The invention discloses a bi-static radar eustatic movement target detection method based on a Beidou satellite radiation source. The method comprises the following steps: performing range migration correction on an echo signal under long observation time by adopting symmetric second-order Keystone transform, and performing unified de-sloping processing on the echo signal under the whole observation time, and then performing the framing processing, performing coherent accumulation on an intra-frame signal and performing incoherent accumulation on an inter-frame signal, thereby effectively solving a problem that a Beidou satellite is low in target echo signal-to-noise ratio when being served as an external radiation source.
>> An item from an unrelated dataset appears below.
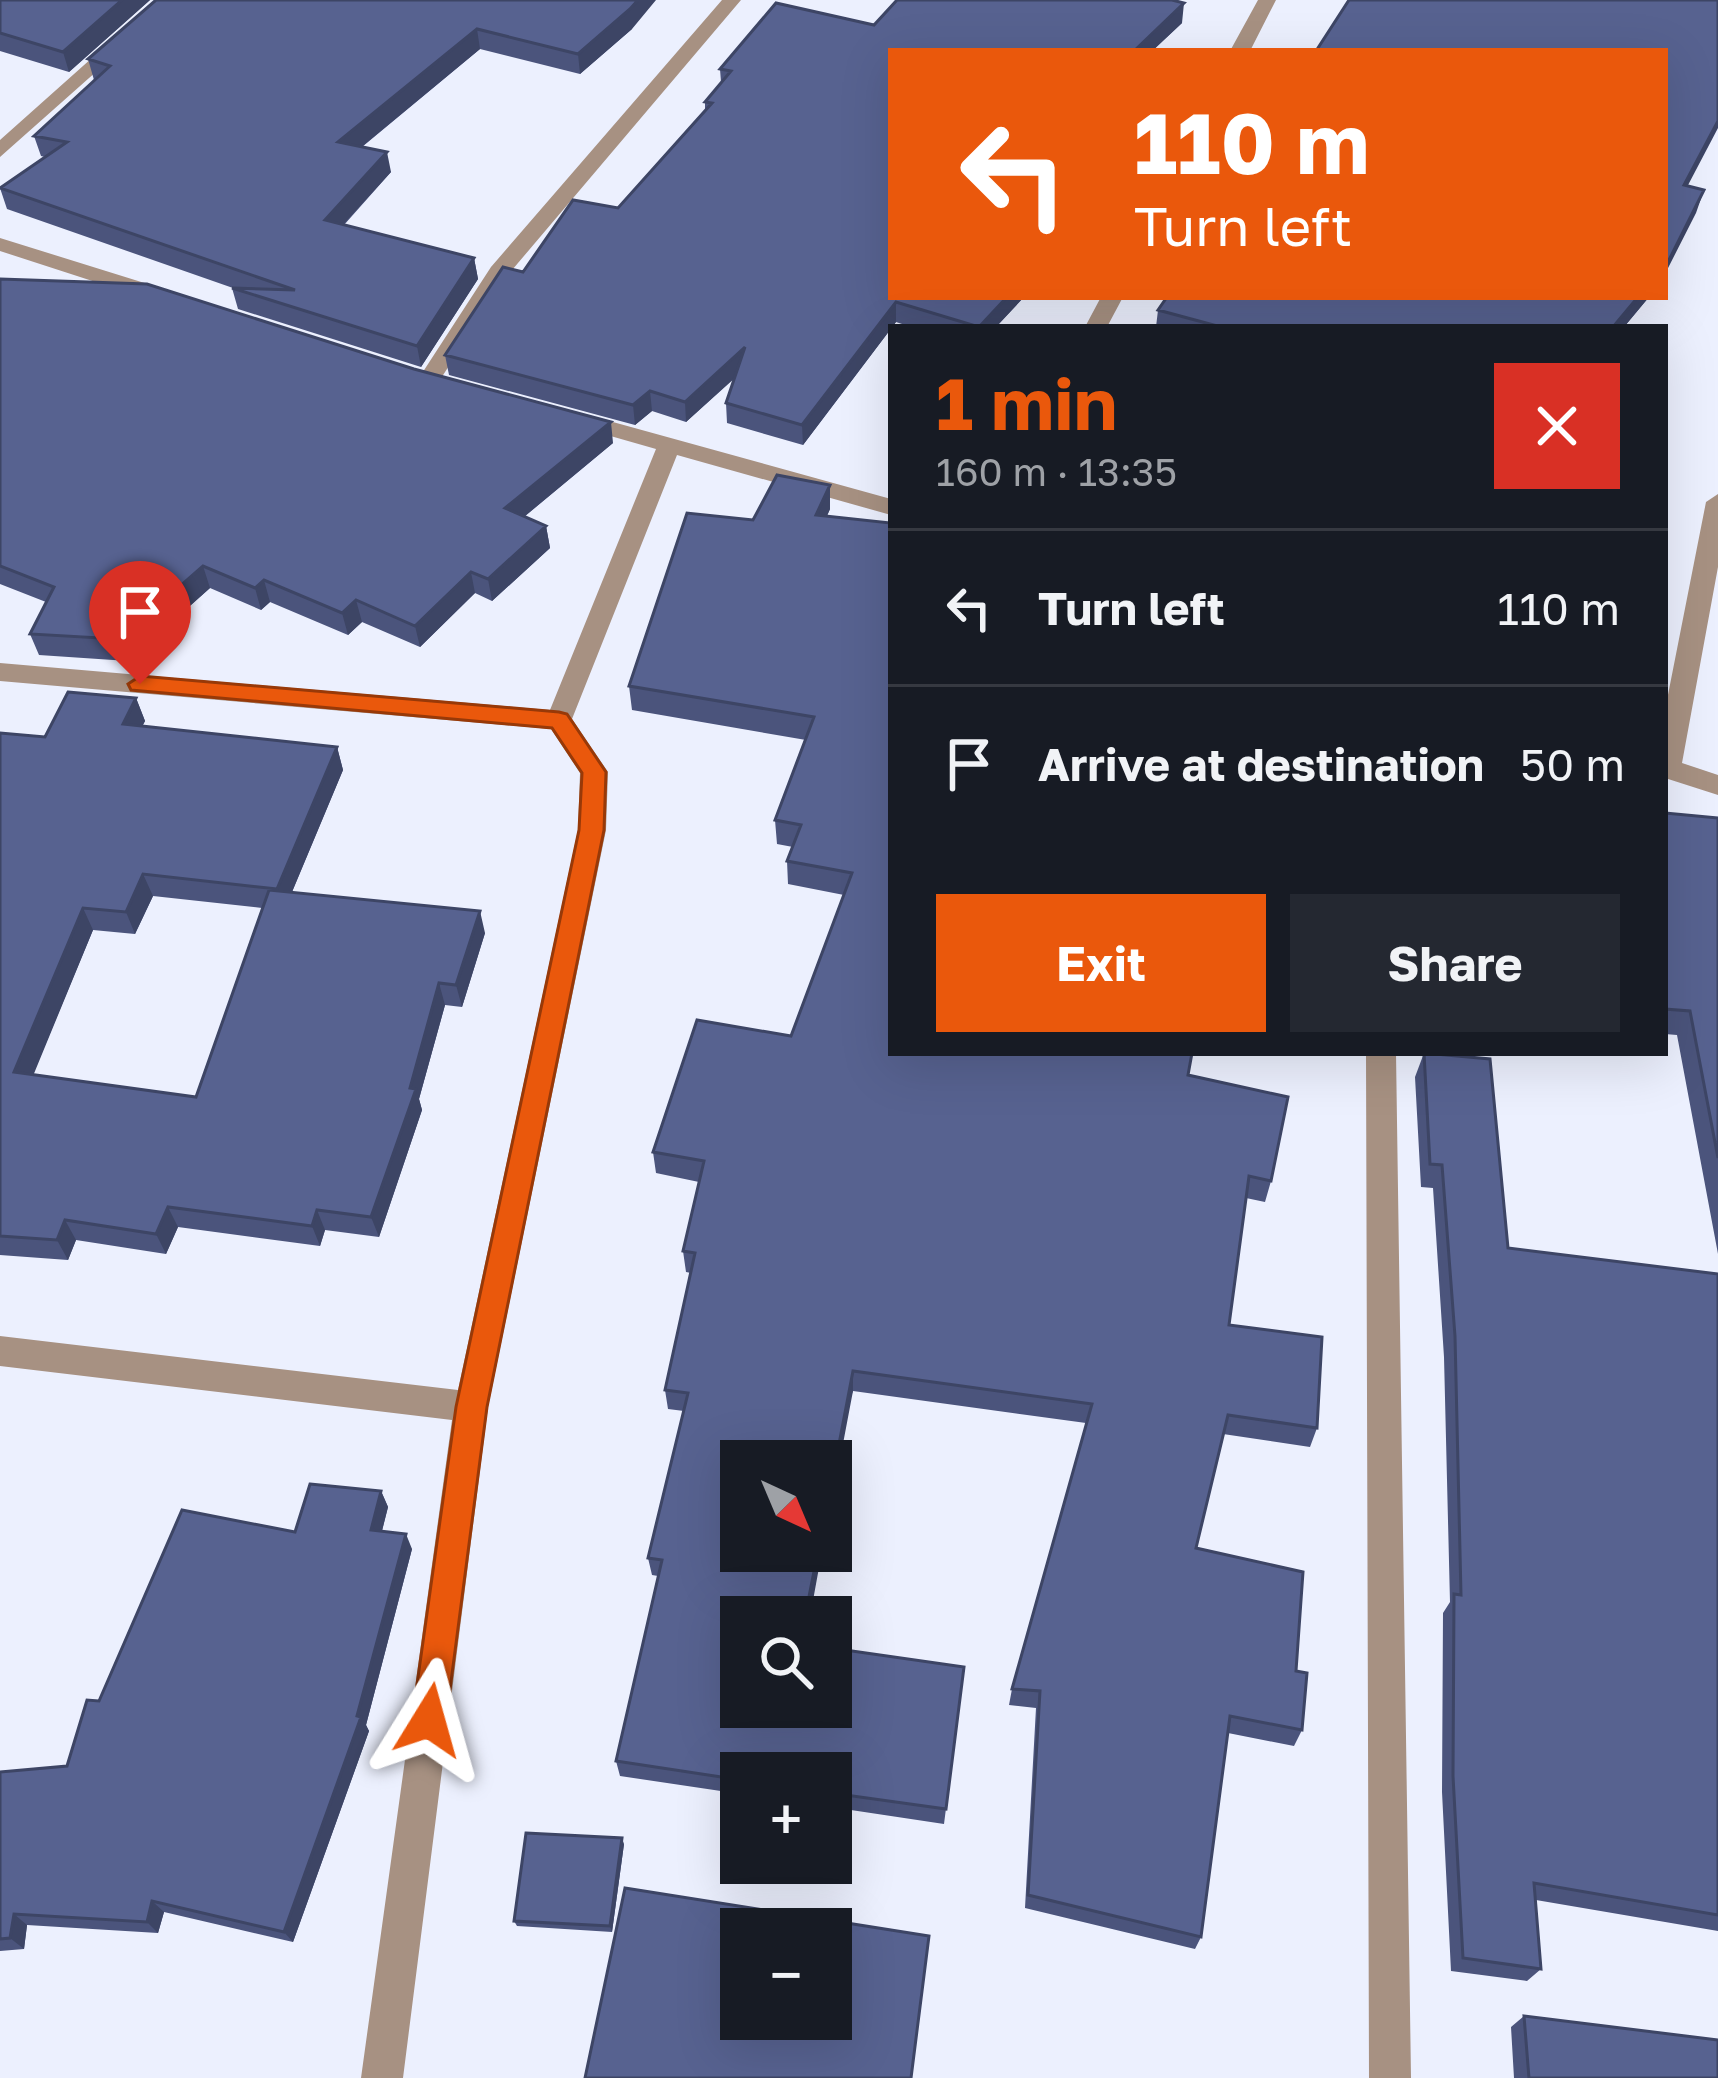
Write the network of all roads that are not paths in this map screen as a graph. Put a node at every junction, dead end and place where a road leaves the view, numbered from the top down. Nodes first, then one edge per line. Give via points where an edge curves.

The range motion and the range bending can be simultaneously removed under the condition of unknowing a Doppler parameter by adopting the symmetric second-order Keystone transform, so that the range migration correction can be better realized; since the intra-frame signal only needs to perform the addition computation and the inter-frame signal does not to perform Doppler centroid compensation operation when being in the energy accumulation processing, and the computation burden is greatly reduced.

The invention discloses a passive bistatic radar signal processing method based on dimension reduction constant modulus blind equalization. The passive bistatic radar signal processing method comprises the following steps: S101: restoring direct wave signals in signals received from a reference passage of a passive bistatic radar by using a constant modulus blind equalization method after dimension reduction; S102: according to the signals received from a monitoring passage of the passive bistatic radar, performing multidiameter self-adapting wave filtering processing on the direct wave signals by using a smallest mean square error algorithm; S103: estimating a doppler time delay cross-correlation detection objective of a distance between the signals obtained through the multidiameter self-adapting wave filtering processing and the direct wave signals. The passive bistatic radar signal processing method disclosed by the invention uses the energy sum of weight vectors and percentage as a threshold, omits an undersize weight vector coefficient, and can effectively decrease the number of the weight vectors participating in iteration, so that the calculated amount of the algorithm is reduced.